[Question] AWS IAM Roles for Service Accounts (IRSA)

Question

[Question] AWS IAM Roles for Service Accounts (IRSA)

andreafspeziale opened this issue 2 years ago · 1 comments

andreafspeziale commented 2 years ago

Hello and thanks for your hard work!

I would like to deploy the proxy in a Kubernetes cluster which leverages on service accounts.

This means that the proxy will run in a pod in which the following AWS env variables will be injected:

AWS_ROLE_ARN
AWS_WEB_IDENTITY_TOKEN_FILE
AWS_REGION

Does the proxy support somehow such access control method?

I created this simple project to play around with OpenSearch and the OS client should be created extracting the AWS_ACCESS_KEY_ID and the AWS_SECRET_ACCESS_KEY starting from the above env variables.

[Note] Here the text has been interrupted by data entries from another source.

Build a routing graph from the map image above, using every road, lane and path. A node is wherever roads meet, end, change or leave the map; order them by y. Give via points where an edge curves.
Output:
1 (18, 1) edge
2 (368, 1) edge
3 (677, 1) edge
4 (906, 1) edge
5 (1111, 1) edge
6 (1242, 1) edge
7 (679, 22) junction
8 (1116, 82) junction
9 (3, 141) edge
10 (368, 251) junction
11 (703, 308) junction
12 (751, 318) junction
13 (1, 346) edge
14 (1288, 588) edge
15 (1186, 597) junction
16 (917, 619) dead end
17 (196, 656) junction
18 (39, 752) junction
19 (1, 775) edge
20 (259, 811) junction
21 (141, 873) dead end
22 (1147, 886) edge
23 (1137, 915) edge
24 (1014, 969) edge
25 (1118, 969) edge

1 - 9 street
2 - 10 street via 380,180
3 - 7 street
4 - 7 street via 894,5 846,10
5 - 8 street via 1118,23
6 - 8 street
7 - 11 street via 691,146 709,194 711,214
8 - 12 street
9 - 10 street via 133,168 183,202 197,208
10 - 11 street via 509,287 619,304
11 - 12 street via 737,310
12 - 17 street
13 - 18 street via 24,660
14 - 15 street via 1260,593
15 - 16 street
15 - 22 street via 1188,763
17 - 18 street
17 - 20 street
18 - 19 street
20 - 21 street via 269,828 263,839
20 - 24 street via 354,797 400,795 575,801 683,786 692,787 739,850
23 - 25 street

This can be achieved using a little npm package @aws-sdk/credential-provider-node

import { fromTokenFile } from '@aws-sdk/credential-providers';
...
interface AwsCredential {
  accessKeyId: string;
  secretAccessKey: string;
  sessionToken?: string;
}

const credentials: AwsCredential = await fromTokenFile({
  roleArn: process.env.AWS_ROLE_ARN as string,
  webIdentityTokenFile: process.env.AWS_WEB_IDENTITY_TOKEN_FILE as string,
})();

Is it something possible? If not, would it be hard to add as feature? I'm available even if I never used Go 😄 (@alvinlin123)

Answer 1 · 2023-04-20T11:11:08.000Z

Digging in the code and after some try and fail this seems possible and working, thanks anyway!